TASK TO CARRY OUT: Please give the entries below again exactly, omitting every picture.

(SUPPLIED MATERIAL Opens)

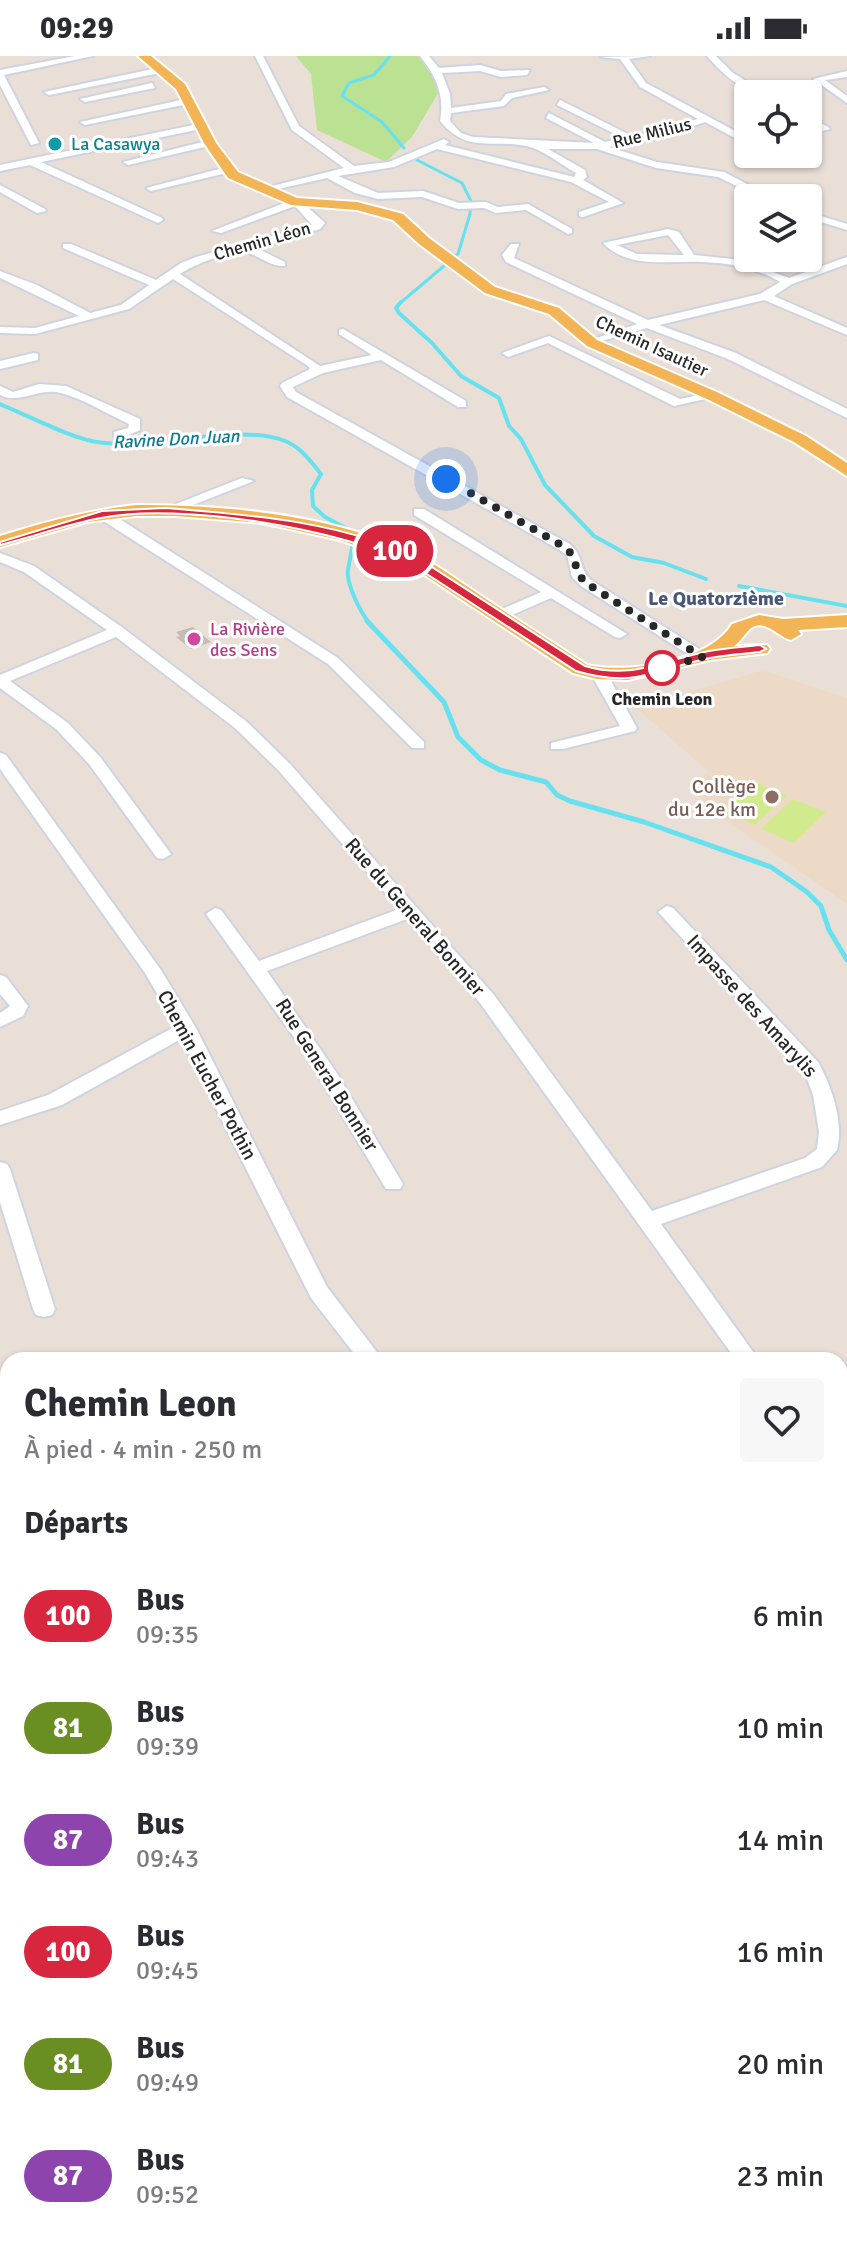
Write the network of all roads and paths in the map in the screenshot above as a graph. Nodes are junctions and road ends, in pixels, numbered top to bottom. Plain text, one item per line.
1 (89, 56) edge
2 (144, 56) edge
3 (259, 56) edge
4 (424, 56) edge
5 (646, 56) edge
6 (711, 56) edge
7 (604, 57) edge
8 (624, 58) junction
9 (162, 70) junction
10 (439, 71) junction
11 (527, 72) dead end
12 (847, 74) edge
13 (0, 75) edge
14 (739, 80) edge
15 (176, 81) junction
16 (544, 90) dead end
17 (49, 92) dead end
18 (83, 100) dead end
19 (847, 100) edge
20 (190, 101) junction
21 (560, 103) dead end
22 (447, 111) junction
23 (549, 116) dead end
24 (706, 119) junction
25 (85, 122) dead end
26 (203, 126) junction
27 (822, 127) edge
28 (825, 129) dead end
29 (734, 134) edge
30 (466, 139) junction
31 (631, 139) junction
32 (34, 143) dead end
33 (210, 143) junction
34 (434, 145) junction
35 (533, 145) junction
36 (602, 145) junction
37 (32, 162) junction
38 (128, 162) dead end
39 (0, 168) edge
40 (352, 169) junction
41 (227, 170) junction
42 (327, 174) junction
43 (575, 180) junction
44 (740, 184) edge
45 (0, 188) edge
46 (151, 188) dead end
47 (264, 191) junction
48 (296, 202) junction
49 (41, 211) dead end
50 (583, 214) dead end
51 (822, 219) edge
52 (158, 220) dead end
53 (847, 227) edge
54 (217, 231) dead end
55 (568, 231) dead end
56 (67, 246) dead end
57 (515, 246) dead end
58 (249, 249) junction
59 (691, 258) junction
60 (847, 260) edge
61 (281, 264) dead end
62 (0, 274) edge
63 (173, 274) junction
64 (788, 282) junction
65 (158, 284) junction
66 (764, 296) junction
67 (88, 316) junction
68 (647, 324) junction
69 (0, 330) edge
70 (343, 332) dead end
71 (847, 332) edge
72 (592, 343) junction
73 (508, 353) dead end
74 (382, 356) junction
75 (34, 357) dead end
76 (0, 365) edge
77 (318, 372) junction
78 (713, 396) junction
79 (5, 399) edge
80 (462, 404) dead end
81 (847, 414) edge
82 (118, 435) dead end
83 (847, 471) edge
84 (247, 481) dead end
85 (165, 511) junction
86 (419, 512) dead end
87 (102, 514) junction
88 (0, 542) edge
89 (0, 557) edge
90 (552, 592) junction
91 (498, 616) junction
92 (839, 621) edge
93 (786, 629) junction
94 (118, 631) junction
95 (620, 634) dead end
96 (737, 635) junction
97 (760, 649) junction
98 (705, 656) junction
99 (599, 674) junction
100 (0, 680) edge
101 (418, 745) dead end
102 (557, 746) dead end
103 (0, 758) edge
104 (163, 854) dead end
105 (411, 911) junction
106 (667, 912) dead end
107 (215, 914) dead end
108 (257, 968) junction
109 (0, 981) edge
110 (0, 1021) edge
111 (187, 1028) junction
112 (0, 1118) edge
113 (0, 1169) edge
114 (393, 1184) dead end
115 (647, 1221) junction
116 (44, 1309) dead end
117 (366, 1352) edge
118 (742, 1352) edge

1 - 13 street
2 - 9 main road, Chemin Isautier
3 - 40 street
4 - 10 street
5 - 8 street
6 - 14 street
7 - 8 street
8 - 24 street, Rue Milius
9 - 15 main road, Chemin Isautier
9 - 17 street
10 - 11 street
10 - 22 street
12 - 19 street
13 - 32 street
15 - 18 street
15 - 20 main road, Chemin Isautier
16 - 22 street
20 - 25 street
20 - 26 main road, Chemin Isautier
21 - 31 street
22 - 30 street
23 - 36 street
24 - 29 street, Rue Milius
24 - 31 street, Rue Milius
26 - 33 main road, Chemin Isautier
26 - 37 street
27 - 28 street
30 - 34 street
30 - 35 street
31 - 36 street, Rue Milius
33 - 38 street
33 - 41 main road, Chemin Isautier
34 - 40 street
34 - 43 street
35 - 36 street
35 - 43 street
36 - 44 street
37 - 39 street
37 - 52 street
40 - 42 street
41 - 46 street
41 - 47 main road, Chemin Isautier
42 - 47 street
42 - 55 street
43 - 50 street
45 - 49 street
47 - 48 main road, Chemin Isautier
48 - 54 street
48 - 58 street, Chemin Léon
48 - 72 main road, Chemin Isautier
51 - 53 street
56 - 65 street
57 - 68 street
58 - 61 street
58 - 63 street, Chemin Léon
59 - 59 street
59 - 64 street
60 - 64 street
62 - 67 street
63 - 65 street, Chemin Léon
63 - 77 street
64 - 66 street
65 - 67 street, Chemin Léon
66 - 68 street
66 - 71 street
67 - 69 street, Chemin Léon
68 - 72 street
68 - 81 street
70 - 74 street
72 - 78 main road, Chemin Isautier
73 - 78 street
74 - 77 street
74 - 80 street
75 - 76 street
77 - 98 street
78 - 83 main road, Chemin Isautier
79 - 82 street
84 - 85 street
85 - 87 main road
85 - 91 main road
86 - 90 street
87 - 88 main road
87 - 101 street
89 - 94 street, Rue du General Bonnier
90 - 91 street
90 - 95 street
91 - 99 main road
92 - 93 main road
93 - 96 main road
93 - 97 main road
94 - 100 street
94 - 105 street, Rue du General Bonnier
96 - 97 main road
96 - 98 main road
97 - 98 main road
98 - 99 main road
99 - 102 street
100 - 104 street
103 - 111 street, Chemin Eucher Pothin
105 - 108 street
105 - 115 street, Rue du General Bonnier
106 - 115 street, Impasse des Amarylis
107 - 108 street, Rue General Bonnier
108 - 114 street, Rue General Bonnier
109 - 110 street
111 - 112 street
111 - 117 street, Chemin Eucher Pothin
113 - 116 street
115 - 118 street, Rue du General Bonnier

(SUPPLIED MATERIAL Closes)

SOLVED EXERCISE:
Write the network of all roads and paths in the map in the screenshot above as a graph. Nodes are junctions and road ends, in pixels, numbered top to bottom. Plain text, one item per line.
1 (89, 56) edge
2 (144, 56) edge
3 (259, 56) edge
4 (424, 56) edge
5 (646, 56) edge
6 (711, 56) edge
7 (604, 57) edge
8 (624, 58) junction
9 (162, 70) junction
10 (439, 71) junction
11 (527, 72) dead end
12 (847, 74) edge
13 (0, 75) edge
14 (739, 80) edge
15 (176, 81) junction
16 (544, 90) dead end
17 (49, 92) dead end
18 (83, 100) dead end
19 (847, 100) edge
20 (190, 101) junction
21 (560, 103) dead end
22 (447, 111) junction
23 (549, 116) dead end
24 (706, 119) junction
25 (85, 122) dead end
26 (203, 126) junction
27 (822, 127) edge
28 (825, 129) dead end
29 (734, 134) edge
30 (466, 139) junction
31 (631, 139) junction
32 (34, 143) dead end
33 (210, 143) junction
34 (434, 145) junction
35 (533, 145) junction
36 (602, 145) junction
37 (32, 162) junction
38 (128, 162) dead end
39 (0, 168) edge
40 (352, 169) junction
41 (227, 170) junction
42 (327, 174) junction
43 (575, 180) junction
44 (740, 184) edge
45 (0, 188) edge
46 (151, 188) dead end
47 (264, 191) junction
48 (296, 202) junction
49 (41, 211) dead end
50 (583, 214) dead end
51 (822, 219) edge
52 (158, 220) dead end
53 (847, 227) edge
54 (217, 231) dead end
55 (568, 231) dead end
56 (67, 246) dead end
57 (515, 246) dead end
58 (249, 249) junction
59 (691, 258) junction
60 (847, 260) edge
61 (281, 264) dead end
62 (0, 274) edge
63 (173, 274) junction
64 (788, 282) junction
65 (158, 284) junction
66 (764, 296) junction
67 (88, 316) junction
68 (647, 324) junction
69 (0, 330) edge
70 (343, 332) dead end
71 (847, 332) edge
72 (592, 343) junction
73 (508, 353) dead end
74 (382, 356) junction
75 (34, 357) dead end
76 (0, 365) edge
77 (318, 372) junction
78 (713, 396) junction
79 (5, 399) edge
80 (462, 404) dead end
81 (847, 414) edge
82 (118, 435) dead end
83 (847, 471) edge
84 (247, 481) dead end
85 (165, 511) junction
86 (419, 512) dead end
87 (102, 514) junction
88 (0, 542) edge
89 (0, 557) edge
90 (552, 592) junction
91 (498, 616) junction
92 (839, 621) edge
93 (786, 629) junction
94 (118, 631) junction
95 (620, 634) dead end
96 (737, 635) junction
97 (760, 649) junction
98 (705, 656) junction
99 (599, 674) junction
100 (0, 680) edge
101 (418, 745) dead end
102 (557, 746) dead end
103 (0, 758) edge
104 (163, 854) dead end
105 (411, 911) junction
106 (667, 912) dead end
107 (215, 914) dead end
108 (257, 968) junction
109 (0, 981) edge
110 (0, 1021) edge
111 (187, 1028) junction
112 (0, 1118) edge
113 (0, 1169) edge
114 (393, 1184) dead end
115 (647, 1221) junction
116 (44, 1309) dead end
117 (366, 1352) edge
118 (742, 1352) edge

1 - 13 street
2 - 9 main road, Chemin Isautier
3 - 40 street
4 - 10 street
5 - 8 street
6 - 14 street
7 - 8 street
8 - 24 street, Rue Milius
9 - 15 main road, Chemin Isautier
9 - 17 street
10 - 11 street
10 - 22 street
12 - 19 street
13 - 32 street
15 - 18 street
15 - 20 main road, Chemin Isautier
16 - 22 street
20 - 25 street
20 - 26 main road, Chemin Isautier
21 - 31 street
22 - 30 street
23 - 36 street
24 - 29 street, Rue Milius
24 - 31 street, Rue Milius
26 - 33 main road, Chemin Isautier
26 - 37 street
27 - 28 street
30 - 34 street
30 - 35 street
31 - 36 street, Rue Milius
33 - 38 street
33 - 41 main road, Chemin Isautier
34 - 40 street
34 - 43 street
35 - 36 street
35 - 43 street
36 - 44 street
37 - 39 street
37 - 52 street
40 - 42 street
41 - 46 street
41 - 47 main road, Chemin Isautier
42 - 47 street
42 - 55 street
43 - 50 street
45 - 49 street
47 - 48 main road, Chemin Isautier
48 - 54 street
48 - 58 street, Chemin Léon
48 - 72 main road, Chemin Isautier
51 - 53 street
56 - 65 street
57 - 68 street
58 - 61 street
58 - 63 street, Chemin Léon
59 - 59 street
59 - 64 street
60 - 64 street
62 - 67 street
63 - 65 street, Chemin Léon
63 - 77 street
64 - 66 street
65 - 67 street, Chemin Léon
66 - 68 street
66 - 71 street
67 - 69 street, Chemin Léon
68 - 72 street
68 - 81 street
70 - 74 street
72 - 78 main road, Chemin Isautier
73 - 78 street
74 - 77 street
74 - 80 street
75 - 76 street
77 - 98 street
78 - 83 main road, Chemin Isautier
79 - 82 street
84 - 85 street
85 - 87 main road
85 - 91 main road
86 - 90 street
87 - 88 main road
87 - 101 street
89 - 94 street, Rue du General Bonnier
90 - 91 street
90 - 95 street
91 - 99 main road
92 - 93 main road
93 - 96 main road
93 - 97 main road
94 - 100 street
94 - 105 street, Rue du General Bonnier
96 - 97 main road
96 - 98 main road
97 - 98 main road
98 - 99 main road
99 - 102 street
100 - 104 street
103 - 111 street, Chemin Eucher Pothin
105 - 108 street
105 - 115 street, Rue du General Bonnier
106 - 115 street, Impasse des Amarylis
107 - 108 street, Rue General Bonnier
108 - 114 street, Rue General Bonnier
109 - 110 street
111 - 112 street
111 - 117 street, Chemin Eucher Pothin
113 - 116 street
115 - 118 street, Rue du General Bonnier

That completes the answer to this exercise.